**MATERIALS PROVIDED**:
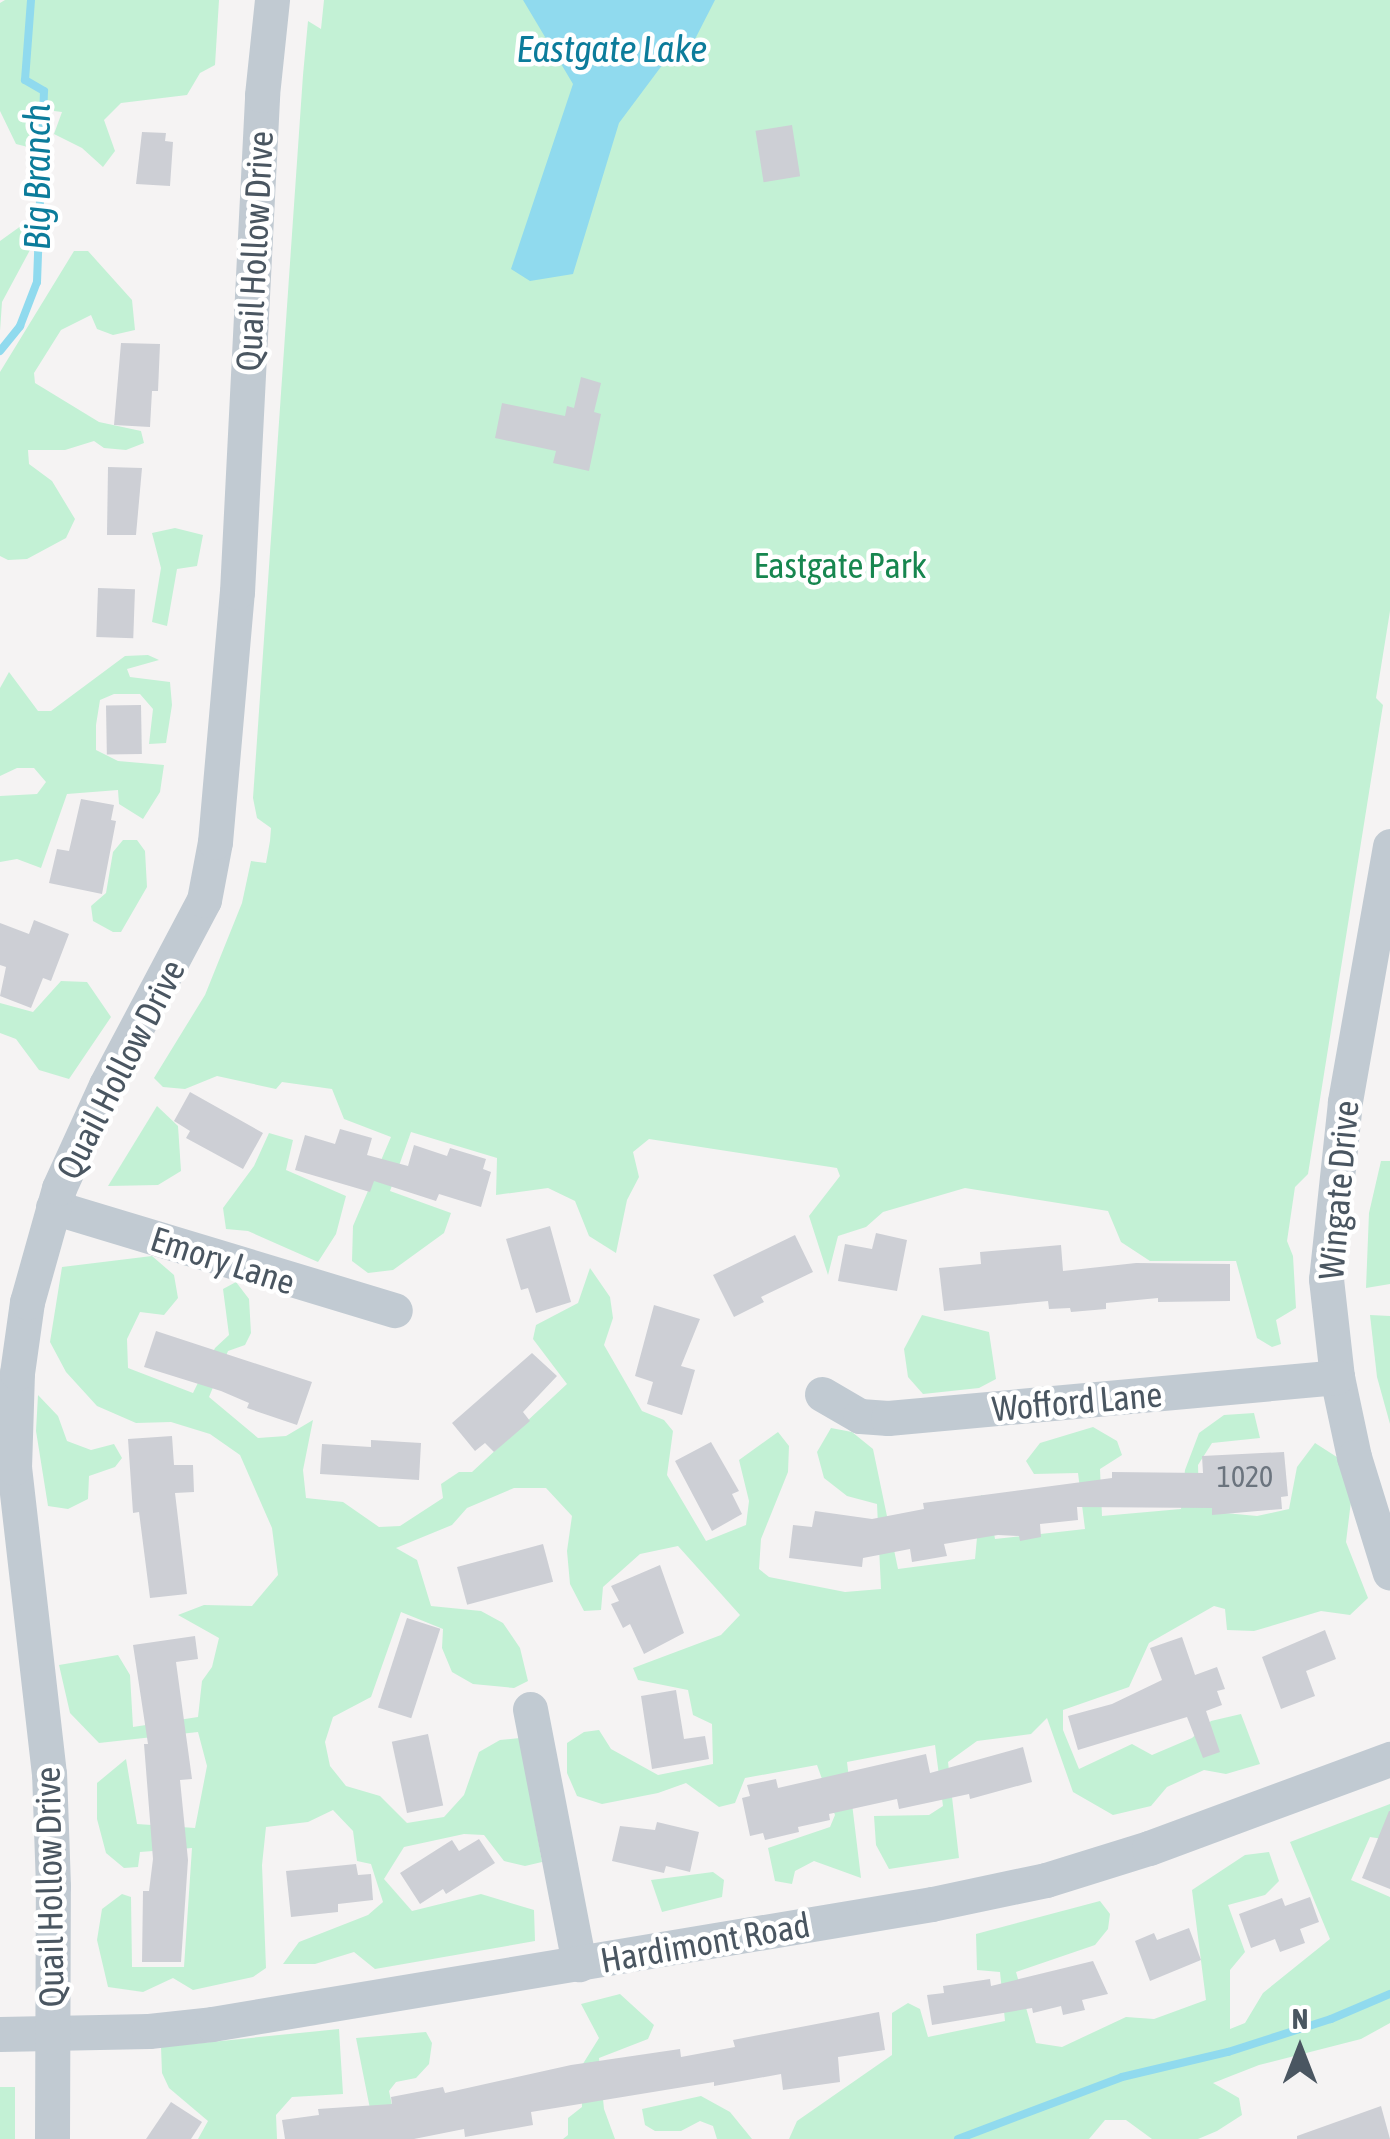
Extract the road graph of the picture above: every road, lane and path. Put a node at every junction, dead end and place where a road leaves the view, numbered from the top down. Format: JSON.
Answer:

---

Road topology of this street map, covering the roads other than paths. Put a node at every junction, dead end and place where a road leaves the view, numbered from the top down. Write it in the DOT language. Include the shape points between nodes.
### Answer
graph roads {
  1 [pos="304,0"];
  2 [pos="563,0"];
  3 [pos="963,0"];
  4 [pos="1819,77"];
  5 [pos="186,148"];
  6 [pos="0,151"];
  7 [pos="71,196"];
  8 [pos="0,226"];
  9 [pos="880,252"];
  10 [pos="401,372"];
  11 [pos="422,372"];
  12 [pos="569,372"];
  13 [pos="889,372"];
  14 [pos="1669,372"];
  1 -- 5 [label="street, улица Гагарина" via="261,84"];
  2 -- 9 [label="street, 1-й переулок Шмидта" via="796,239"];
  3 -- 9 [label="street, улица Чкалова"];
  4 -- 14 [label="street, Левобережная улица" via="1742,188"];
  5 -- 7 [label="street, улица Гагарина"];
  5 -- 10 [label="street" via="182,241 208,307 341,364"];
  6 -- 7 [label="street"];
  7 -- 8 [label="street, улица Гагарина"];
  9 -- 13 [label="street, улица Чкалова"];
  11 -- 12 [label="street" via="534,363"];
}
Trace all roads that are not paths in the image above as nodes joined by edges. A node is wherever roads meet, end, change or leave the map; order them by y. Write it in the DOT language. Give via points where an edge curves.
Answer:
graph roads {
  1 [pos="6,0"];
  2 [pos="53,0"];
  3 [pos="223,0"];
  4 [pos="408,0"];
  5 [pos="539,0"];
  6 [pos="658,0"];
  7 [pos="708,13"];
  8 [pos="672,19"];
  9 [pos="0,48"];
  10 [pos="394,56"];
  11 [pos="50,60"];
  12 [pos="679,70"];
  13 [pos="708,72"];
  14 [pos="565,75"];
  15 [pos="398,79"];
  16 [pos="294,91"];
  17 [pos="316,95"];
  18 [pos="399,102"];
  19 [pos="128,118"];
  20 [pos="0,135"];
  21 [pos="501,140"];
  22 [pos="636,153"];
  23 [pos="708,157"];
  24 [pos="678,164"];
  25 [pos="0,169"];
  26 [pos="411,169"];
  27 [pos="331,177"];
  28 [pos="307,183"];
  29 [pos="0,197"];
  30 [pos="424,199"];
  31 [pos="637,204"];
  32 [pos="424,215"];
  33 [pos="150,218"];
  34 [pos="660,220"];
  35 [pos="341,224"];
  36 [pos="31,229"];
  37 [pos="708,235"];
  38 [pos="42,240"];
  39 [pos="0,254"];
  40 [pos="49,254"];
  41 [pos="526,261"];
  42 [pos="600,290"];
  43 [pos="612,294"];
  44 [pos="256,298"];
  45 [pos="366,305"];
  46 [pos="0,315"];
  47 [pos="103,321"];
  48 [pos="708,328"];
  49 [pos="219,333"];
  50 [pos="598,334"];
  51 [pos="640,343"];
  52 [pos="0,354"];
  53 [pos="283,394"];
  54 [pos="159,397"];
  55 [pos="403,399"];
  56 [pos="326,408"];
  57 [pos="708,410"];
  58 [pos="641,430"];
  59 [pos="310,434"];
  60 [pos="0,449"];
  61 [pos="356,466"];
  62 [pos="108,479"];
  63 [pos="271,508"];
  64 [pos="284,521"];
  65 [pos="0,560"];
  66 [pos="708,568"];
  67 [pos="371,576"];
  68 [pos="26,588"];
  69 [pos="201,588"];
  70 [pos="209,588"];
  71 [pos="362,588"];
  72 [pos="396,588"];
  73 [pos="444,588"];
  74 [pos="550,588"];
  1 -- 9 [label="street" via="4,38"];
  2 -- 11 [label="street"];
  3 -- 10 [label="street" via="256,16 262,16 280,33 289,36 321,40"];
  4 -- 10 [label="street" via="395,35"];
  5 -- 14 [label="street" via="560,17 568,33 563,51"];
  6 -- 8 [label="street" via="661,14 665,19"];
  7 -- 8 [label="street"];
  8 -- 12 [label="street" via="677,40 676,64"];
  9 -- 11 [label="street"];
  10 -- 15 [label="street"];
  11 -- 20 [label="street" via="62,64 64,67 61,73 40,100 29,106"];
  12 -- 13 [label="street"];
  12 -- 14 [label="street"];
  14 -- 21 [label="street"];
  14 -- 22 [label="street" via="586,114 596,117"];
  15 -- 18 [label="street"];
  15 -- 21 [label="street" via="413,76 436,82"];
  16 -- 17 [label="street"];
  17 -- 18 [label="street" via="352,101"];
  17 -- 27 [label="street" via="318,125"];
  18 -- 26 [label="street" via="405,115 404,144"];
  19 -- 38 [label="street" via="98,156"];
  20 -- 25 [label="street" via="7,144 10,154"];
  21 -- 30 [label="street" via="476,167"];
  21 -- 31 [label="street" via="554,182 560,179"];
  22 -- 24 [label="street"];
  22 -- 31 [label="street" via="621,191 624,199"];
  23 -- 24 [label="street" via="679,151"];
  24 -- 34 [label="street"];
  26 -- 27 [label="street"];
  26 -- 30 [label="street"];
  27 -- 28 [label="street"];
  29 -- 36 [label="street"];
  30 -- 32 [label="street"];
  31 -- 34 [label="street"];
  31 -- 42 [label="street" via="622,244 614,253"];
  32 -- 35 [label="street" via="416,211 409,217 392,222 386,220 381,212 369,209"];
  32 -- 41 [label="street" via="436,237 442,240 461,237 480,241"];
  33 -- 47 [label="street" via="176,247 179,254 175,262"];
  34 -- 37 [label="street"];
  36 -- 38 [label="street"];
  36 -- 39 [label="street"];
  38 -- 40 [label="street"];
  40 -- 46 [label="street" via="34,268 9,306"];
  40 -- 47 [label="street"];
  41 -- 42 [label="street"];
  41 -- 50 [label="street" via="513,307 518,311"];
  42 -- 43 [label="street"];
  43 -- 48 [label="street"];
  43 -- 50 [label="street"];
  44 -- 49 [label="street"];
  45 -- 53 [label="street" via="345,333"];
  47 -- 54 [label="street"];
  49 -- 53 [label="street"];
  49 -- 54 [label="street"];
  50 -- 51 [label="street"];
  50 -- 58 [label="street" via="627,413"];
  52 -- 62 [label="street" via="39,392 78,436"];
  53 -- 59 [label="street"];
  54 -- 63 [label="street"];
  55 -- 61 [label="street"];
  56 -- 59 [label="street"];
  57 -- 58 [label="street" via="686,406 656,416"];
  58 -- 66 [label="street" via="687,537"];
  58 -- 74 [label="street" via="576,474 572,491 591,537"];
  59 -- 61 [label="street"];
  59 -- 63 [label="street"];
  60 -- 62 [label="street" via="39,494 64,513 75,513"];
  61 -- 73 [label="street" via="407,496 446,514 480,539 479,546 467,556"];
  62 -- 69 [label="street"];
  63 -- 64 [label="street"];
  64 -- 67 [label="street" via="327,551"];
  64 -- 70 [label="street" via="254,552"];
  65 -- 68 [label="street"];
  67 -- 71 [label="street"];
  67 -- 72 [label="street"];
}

**ASSIGNMENT**: Each line in the data that holds the word "leaves" must be copied.

**RESPONSE**:
Extract the road graph of the picture above: every road, lane and path. Put a node at every junction, dead end and place where a road leaves the view, numbered from the top down. Format: JSON.
Road topology of this street map, covering the roads other than paths. Put a node at every junction, dead end and place where a road leaves the view, numbered from the top down. Write it in the DOT language. Include the shape points between nodes.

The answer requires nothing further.